Il réfléchit puis, lentement, en choisissant soigneusement ses mots, il parla.
— Je n’ai pas chassé pour me nourrir... je me suis essayé à... traquer. Je ne suis pas très doué pour ça.
— Et qu’est-ce que tu traquais ?
— Rien de bien important.
Paroles démenties par son expression embarrassée.
— Je ne pige pas.
Il hésita.
— Je... Je te dois des excuses. Non, je te dois tellement plus ! Mais il faut que tu saches...
Son débit s’accéléra, comme autrefois quand il était ému, et je dus me concentrer pour tout saisir.

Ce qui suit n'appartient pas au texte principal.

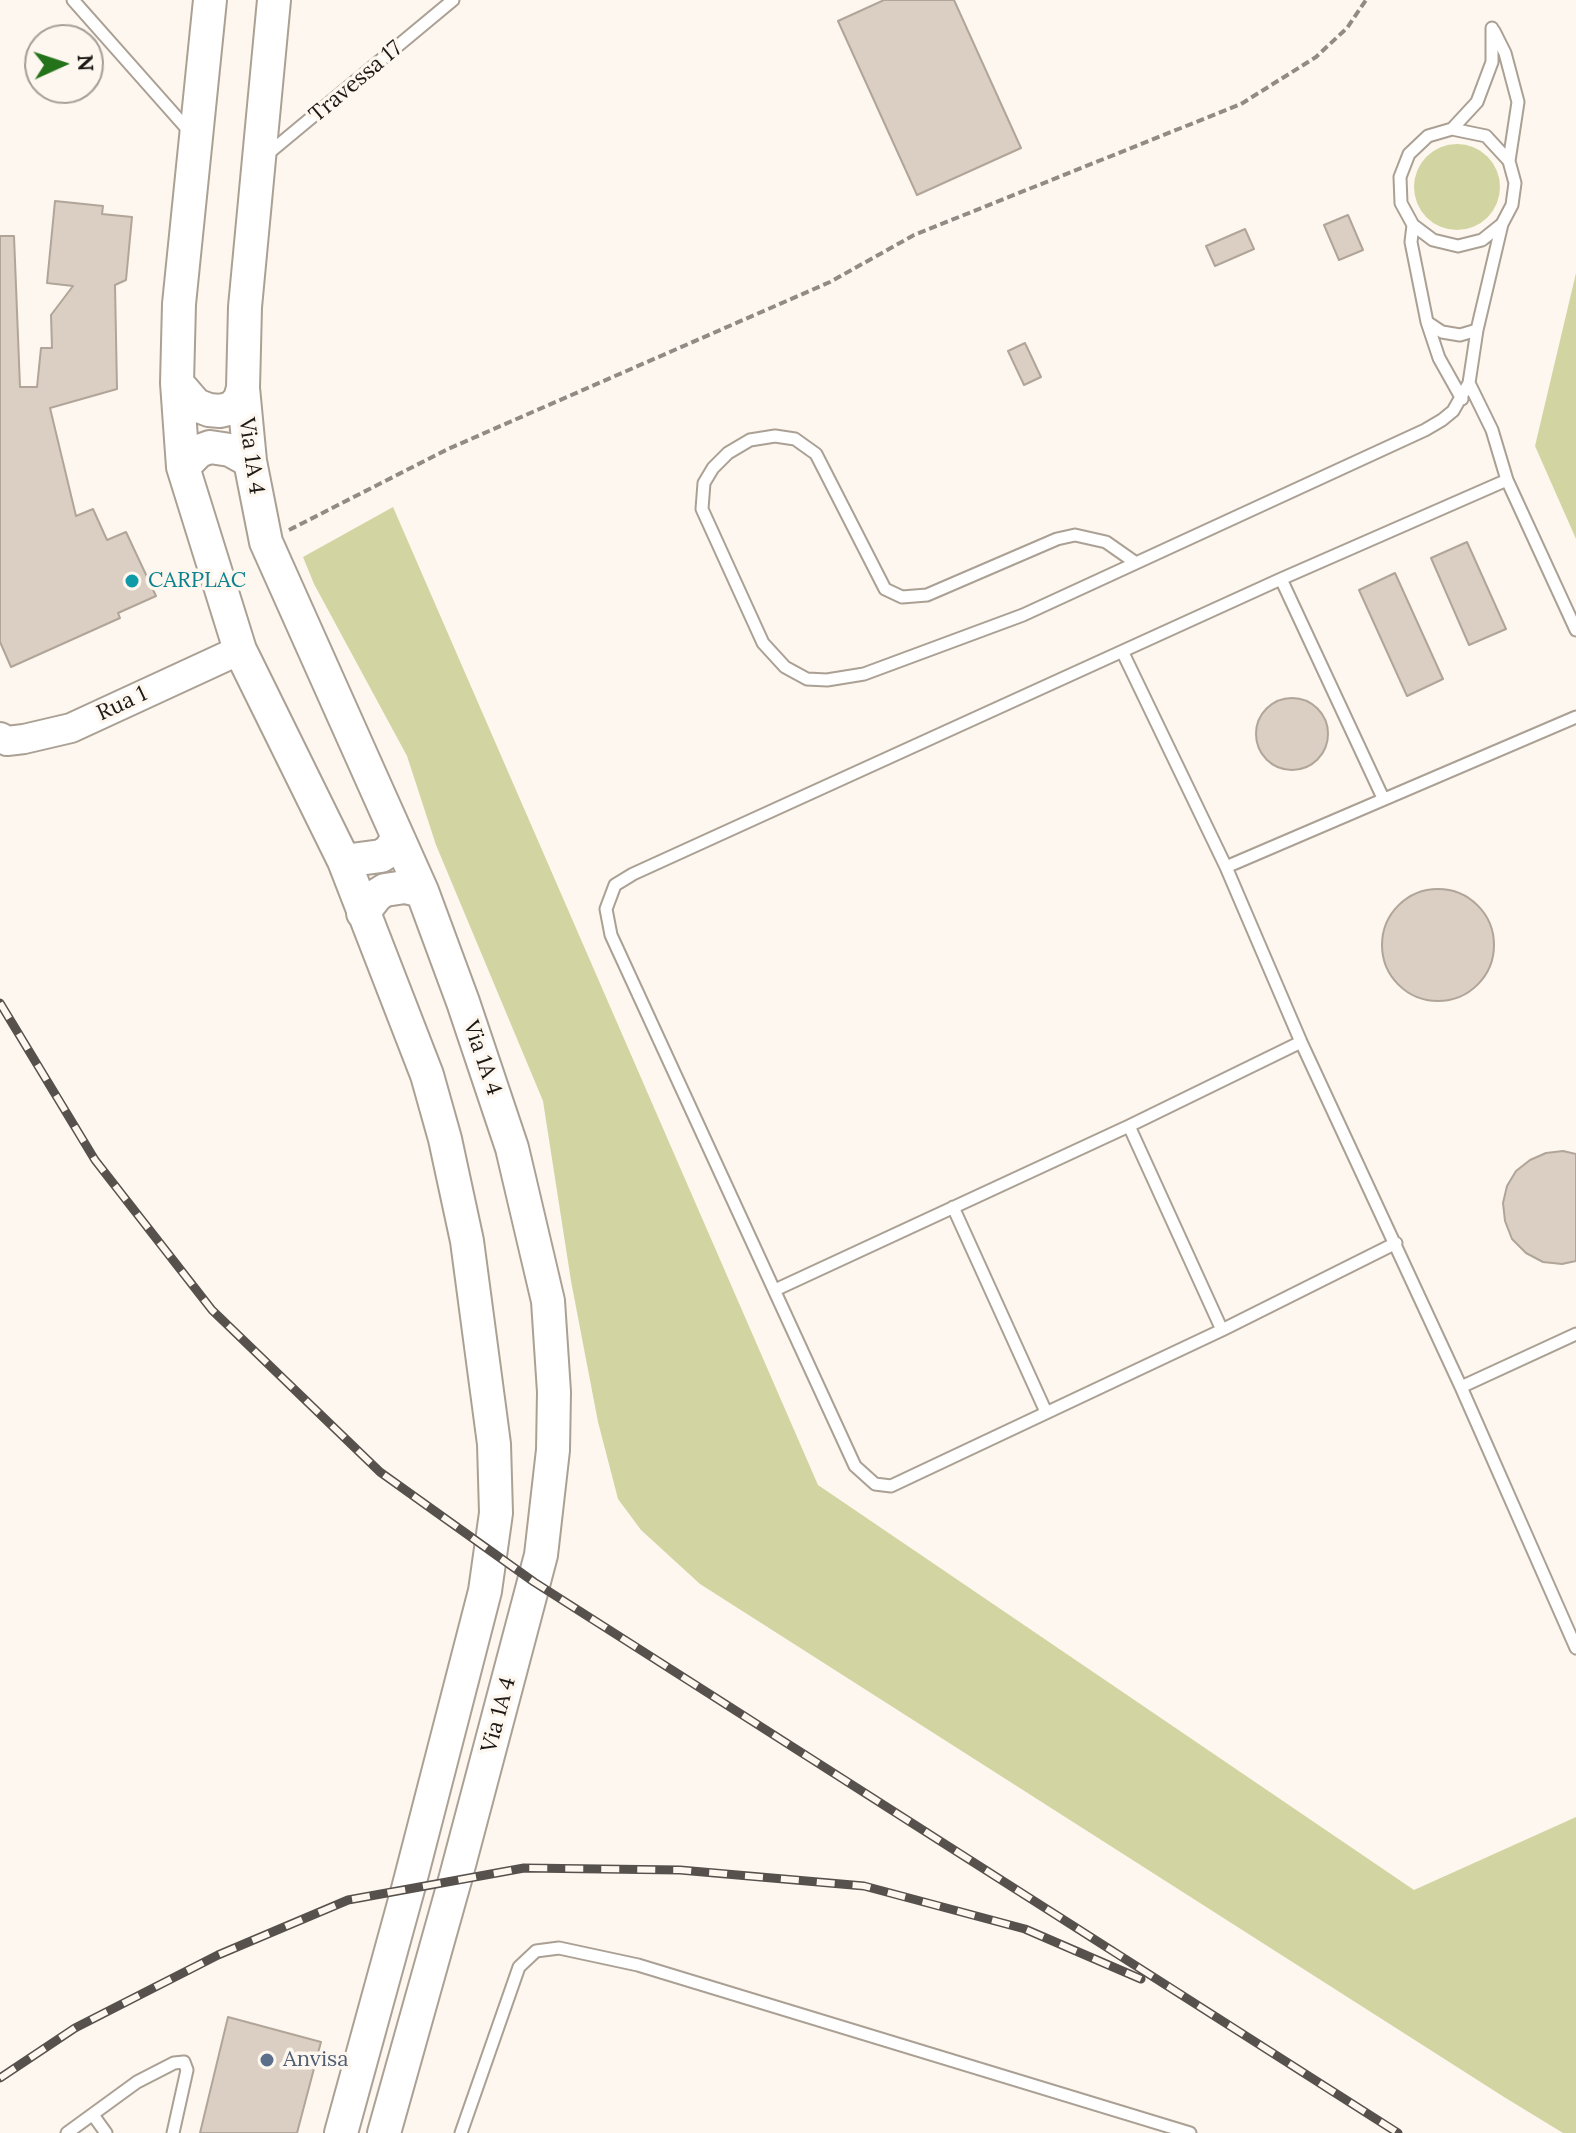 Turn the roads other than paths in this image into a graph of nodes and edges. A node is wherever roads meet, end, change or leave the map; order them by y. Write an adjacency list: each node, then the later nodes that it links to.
1 (73, 0): 6 (lane)
2 (210, 0): 6 (main road, Via 1A 4)
3 (274, 0): 8 (main road, Via 1A 4)
4 (453, 0): 8 (lane, Travessa 17)
5 (1452, 129): 7 (lane); 7 (lane); 10 (lane)
6 (196, 139): 13 (main road, Via 1A 4)
7 (1509, 161): 9 (lane)
8 (258, 162): 15 (main road, Via 1A 4)
9 (1502, 224): 10 (lane); 12 (lane)
10 (1413, 225): 11 (lane)
11 (1427, 322): 12 (lane); 16 (lane)
12 (1477, 330): 14 (lane)
13 (177, 383): 15 (main road); 18 (main road, Via 1A 4)
14 (1469, 383): 16 (lane); 19 (lane)
15 (243, 388): 17 (main road, Via 1A 4)
16 (1462, 399): 20 (lane)
17 (250, 461): 18 (main road); 28 (main road, Via 1A 4)
18 (183, 467): 23 (main road, Via 1A 4)
19 (1507, 480): 21 (lane); 22 (lane)
20 (1136, 563): 20 (lane)
21 (1281, 579): 24 (lane); 27 (lane)
22 (1576, 630)
23 (240, 650): 26 (street, Rua 1); 29 (main road, Via 1A 4)
24 (1123, 653): 30 (lane); 37 (lane)
25 (1576, 717): 27 (lane)
26 (0, 737)
27 (1383, 798): 30 (lane)
28 (398, 838): 29 (main road); 31 (main road, Via 1A 4)
29 (344, 861): 32 (main road, Via 1A 4)
30 (1226, 867): 33 (lane)
31 (422, 891): 32 (main road); 48 (main road, Via 1A 4)
32 (363, 913): 47 (main road, Via 1A 4)
33 (1301, 1042): 34 (lane); 36 (lane)
34 (1129, 1126): 35 (lane); 38 (lane)
35 (953, 1207): 37 (lane); 41 (lane)
36 (1396, 1243): 38 (lane); 40 (lane)
37 (775, 1290): 41 (lane)
38 (1222, 1330): 41 (lane)
39 (1576, 1334): 40 (lane)
40 (1461, 1387): 42 (lane)
41 (1046, 1412)
42 (1576, 1648)
43 (93, 2115): 44 (lane); 45 (lane); 46 (lane)
44 (67, 2133)
45 (106, 2133)
46 (173, 2133)
47 (341, 2133)
48 (384, 2133)
49 (461, 2133): 50 (lane)
50 (1190, 2133) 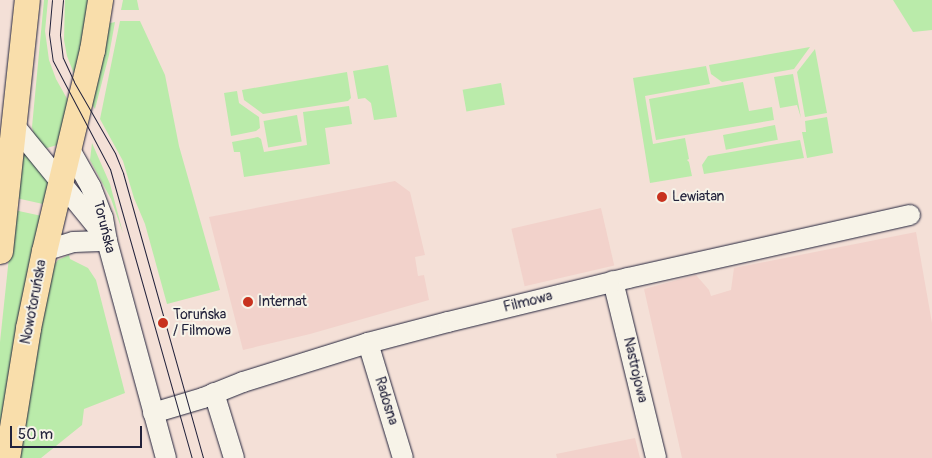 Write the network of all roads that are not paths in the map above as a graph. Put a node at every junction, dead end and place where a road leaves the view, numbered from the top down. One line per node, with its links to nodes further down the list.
1 (27, 0): 3 (main road)
2 (100, 0): 4 (main road)
3 (14, 125): 5 (street); 8 (main road)
4 (69, 148): 5 (main road, Nowotoruńska); 7 (street, Toruńska)
5 (60, 181): 7 (street); 9 (main road, Nowotoruńska)
6 (910, 215): 10 (street, Filmowa)
7 (107, 241): 9 (street); 13 (street, Toruńska)
8 (0, 251)
9 (44, 251): 14 (main road, Nowotoruńska)
10 (613, 281): 11 (street, Filmowa); 18 (street, Nastrojowa)
11 (368, 343): 12 (street, Filmowa); 17 (street, Radosna)
12 (214, 393): 13 (street, Filmowa); 16 (street)
13 (152, 413): 15 (street, Toruńska)
14 (7, 458)
15 (166, 458)
16 (234, 458)
17 (403, 458)
18 (656, 458) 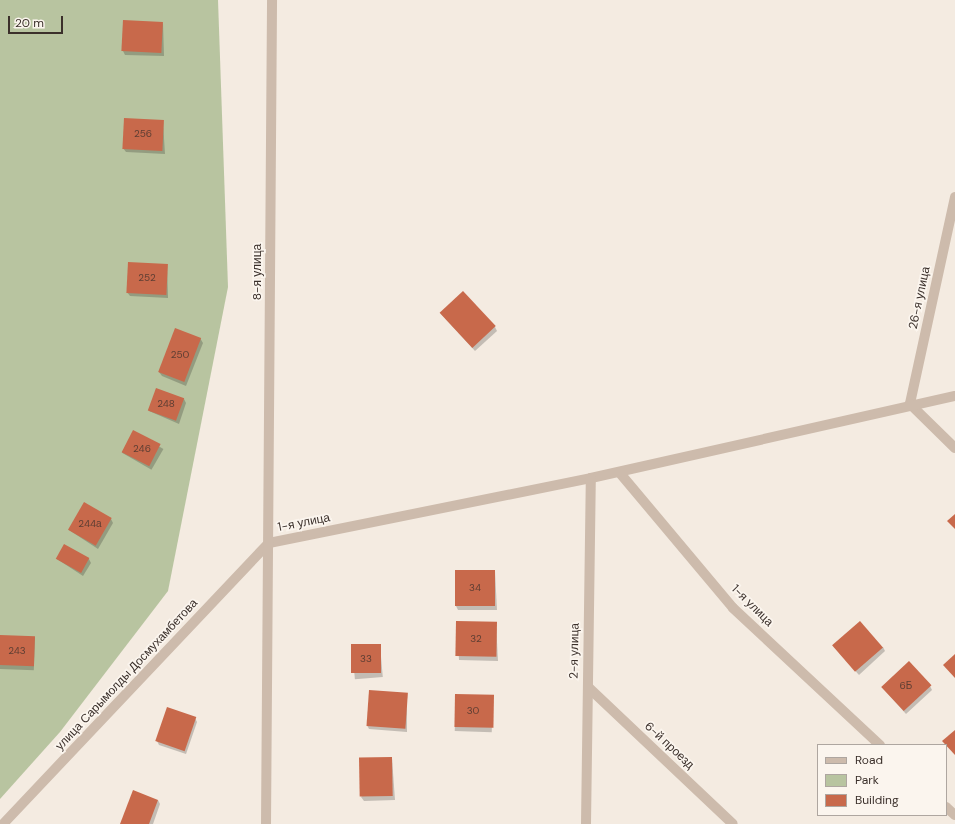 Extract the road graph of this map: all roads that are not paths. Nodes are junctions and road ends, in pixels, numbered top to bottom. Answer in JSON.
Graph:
{"nodes":[{"id":1,"x":272,"y":0,"type":"edge"},
{"id":2,"x":955,"y":197,"type":"edge"},
{"id":3,"x":955,"y":396,"type":"edge"},
{"id":4,"x":910,"y":404,"type":"junction"},
{"id":5,"x":955,"y":448,"type":"edge"},
{"id":6,"x":619,"y":472,"type":"junction"},
{"id":7,"x":591,"y":478,"type":"junction"},
{"id":8,"x":269,"y":543,"type":"junction"},
{"id":9,"x":588,"y":687,"type":"junction"},
{"id":10,"x":879,"y":744,"type":"edge"},
{"id":11,"x":947,"y":808,"type":"edge"},
{"id":12,"x":955,"y":815,"type":"edge"},
{"id":13,"x":3,"y":824,"type":"edge"},
{"id":14,"x":266,"y":824,"type":"edge"},
{"id":15,"x":586,"y":824,"type":"edge"},
{"id":16,"x":733,"y":824,"type":"edge"}],
"edges":[{"from":1,"to":8,"type":"street","name":"8-я улица"},
{"from":2,"to":4,"type":"street","name":"26-я улица"},
{"from":3,"to":4,"type":"street","name":"1-я улица"},
{"from":4,"to":5,"type":"street"},
{"from":4,"to":6,"type":"street","name":"1-я улица"},
{"from":6,"to":7,"type":"street","name":"1-я улица"},
{"from":6,"to":10,"type":"street","name":"1-я улица"},
{"from":7,"to":8,"type":"street","name":"1-я улица"},
{"from":7,"to":9,"type":"street","name":"2-я улица"},
{"from":8,"to":13,"type":"street","name":"улица Сарымолды Досмухамбетова"},
{"from":8,"to":14,"type":"street","name":"1-я улица"},
{"from":9,"to":15,"type":"street","name":"2-я улица"},
{"from":9,"to":16,"type":"street","name":"6-й проезд"},
{"from":11,"to":12,"type":"street"}]} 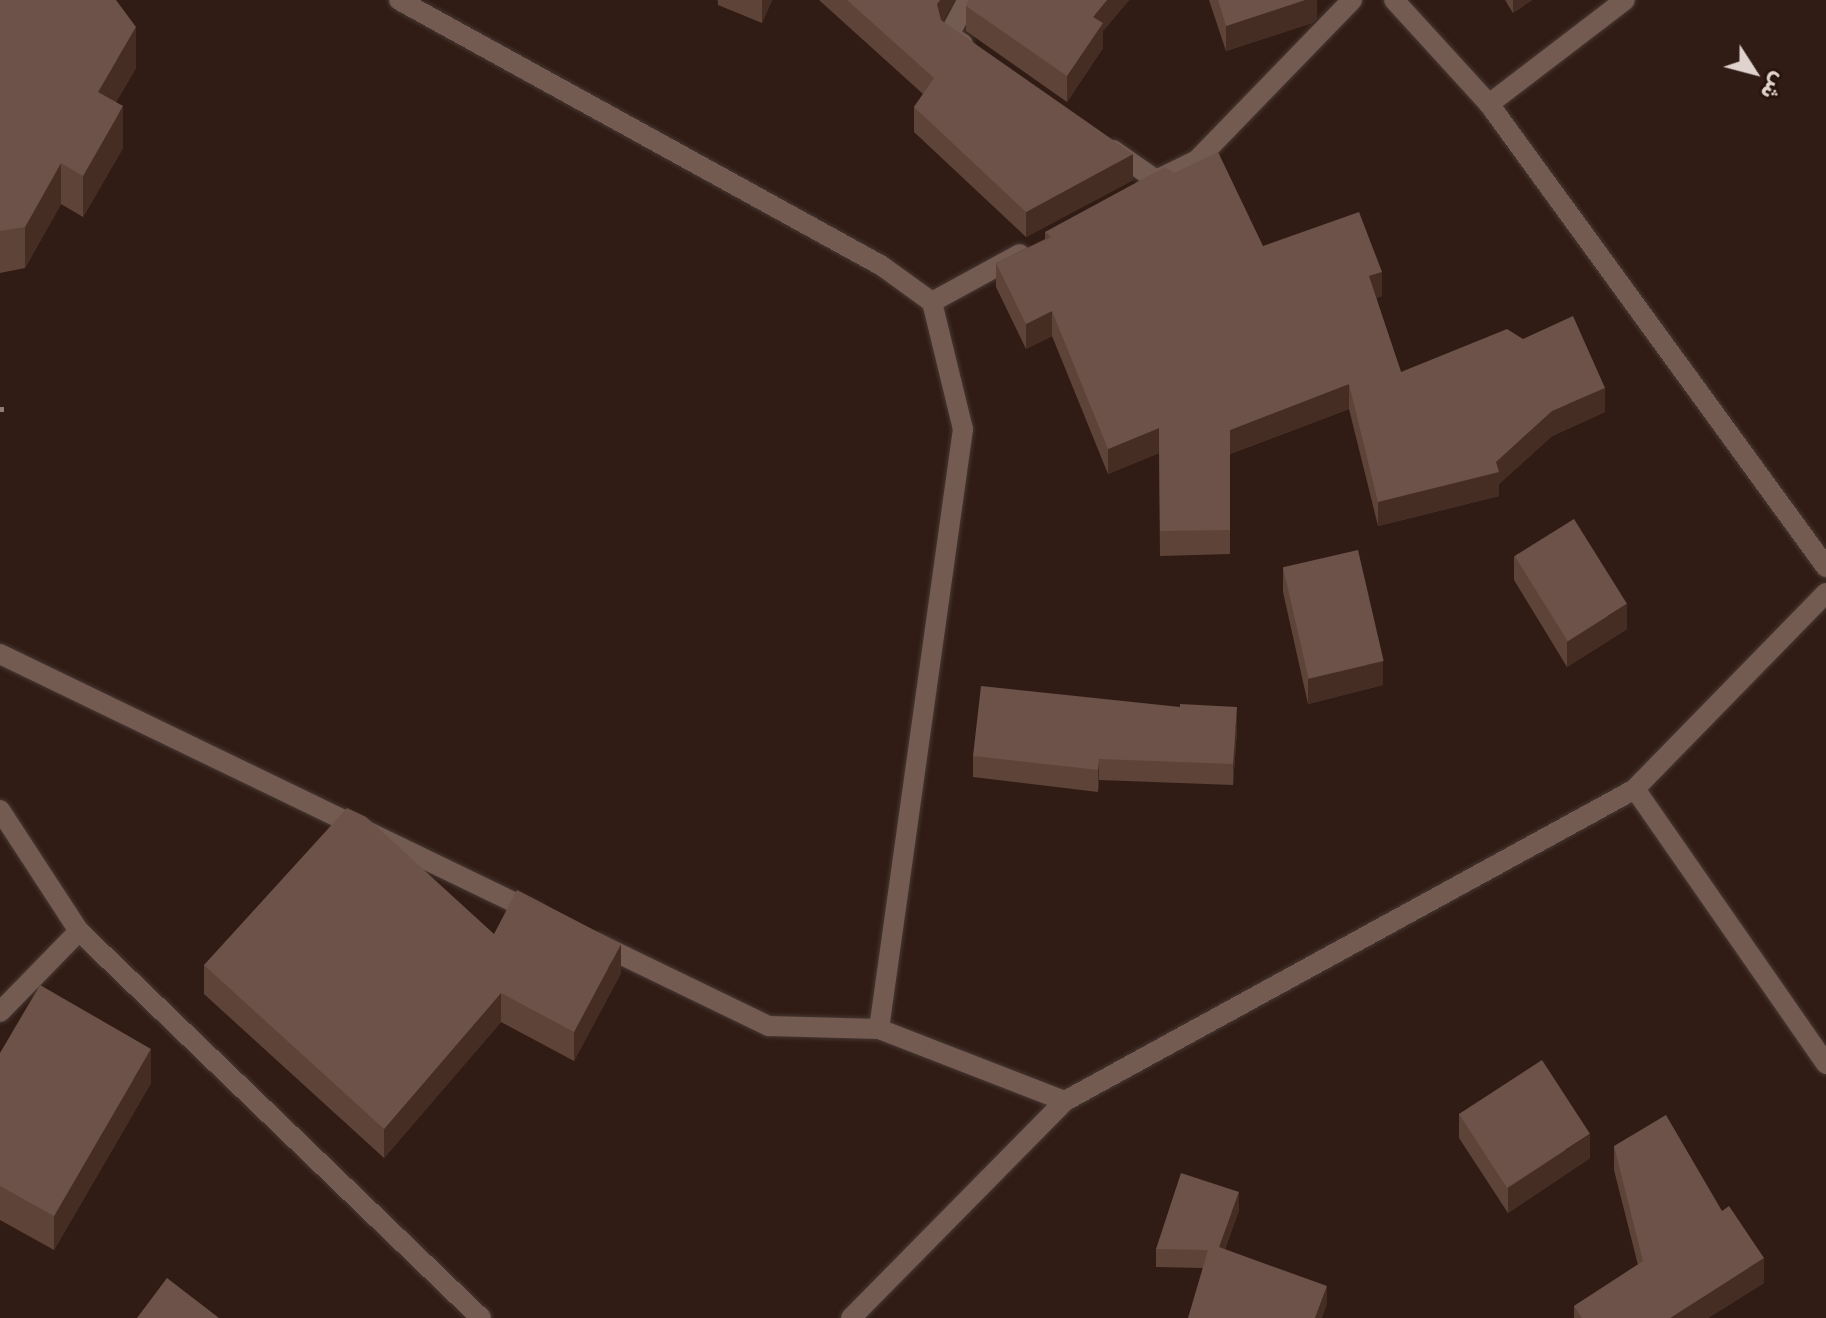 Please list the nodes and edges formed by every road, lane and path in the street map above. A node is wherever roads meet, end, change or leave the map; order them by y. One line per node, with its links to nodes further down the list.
1 (399, 0): 12 (street)
2 (968, 0): 6 (street)
3 (1352, 0): 9 (street)
4 (1394, 0): 7 (street)
5 (1625, 0): 7 (street)
6 (974, 53)
7 (1489, 104): 13 (street)
8 (1091, 135): 9 (street)
9 (1156, 180): 10 (street)
10 (1128, 195)
11 (1044, 241): 12 (street)
12 (932, 302): 22 (street)
13 (1826, 567)
14 (1826, 593): 16 (street)
15 (0, 654): 18 (street)
16 (1635, 789): 23 (street); 24 (street)
17 (0, 810): 19 (street)
18 (555, 923)
19 (79, 931): 21 (street); 25 (street)
20 (584, 936): 22 (street)
21 (0, 1012)
22 (879, 1029): 24 (street)
23 (1826, 1064)
24 (1065, 1101): 26 (street)
25 (481, 1318)
26 (851, 1318)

— ... que je ne me doutais absolument pas... je ne me suis pas rendu compte du bazar que je laissais derrière moi. Je te pensais en sécurité ici. Saine et sauve. Je n’imaginais pas que Victoria reviendrait. (Ses lèvres se retroussèrent en prononçant le prénom.) J’avoue que, lorsque je l’ai vue, la première fois, j’ai plus prêté attention aux pensées de James qu’aux siennes. Je n’ai pas compris qu’elle était du genre à réagir ainsi. Ni qu’elle lui était aussi attachée. J’ai deviné pourquoi depuis : elle avait tellement foi en lui qu’elle n’envisageait pas qu’il puisse échouer. Sa confiance exagérée m’a dissimulé l’ampleur de ce qu’elle éprouvait pour lui, m’a empêché de mesurer la profondeur de leurs liens. Non que j’aie des excuses pour t’avoir laissée affronter seule cette situation. Quand j’ai entendu ce que tu disais à Alice, et qu’elle avait elle-même présagé, quand j’ai découvert que tu avais dû t’en remettre à des loups-garous immatures, versatiles, les pires créatures qui soient en dehors de Victoria... (Il frissonna, se tut un instant.) Je t’en prie, crois-moi si je te dis que je n’avais pas du tout prévu cela. J’en suis malade, jusqu’au plus profond de mon être. Même aujourd’hui, alors que je te tiens dans mes bras. Je suis un misérable d’avoir...
— Stop ! le coupai-je.
Il me contempla, le visage empreint d’une culpabilité épouvantable, et je cherchai les paroles justes, celles qui le libéreraient de l’obligation qu’il se sentait avoir à mon égard, et qui le rendait si malheureux. C’étaient des mots très difficiles à prononcer, et je n’étais pas sûre d’y parvenir sans craquer. Il fallait pourtant que j’essaie. Je ne tenais pas à être une source d’angoisse et de remords. Il devait être heureux, quel qu’en fût le prix à payer pour moi.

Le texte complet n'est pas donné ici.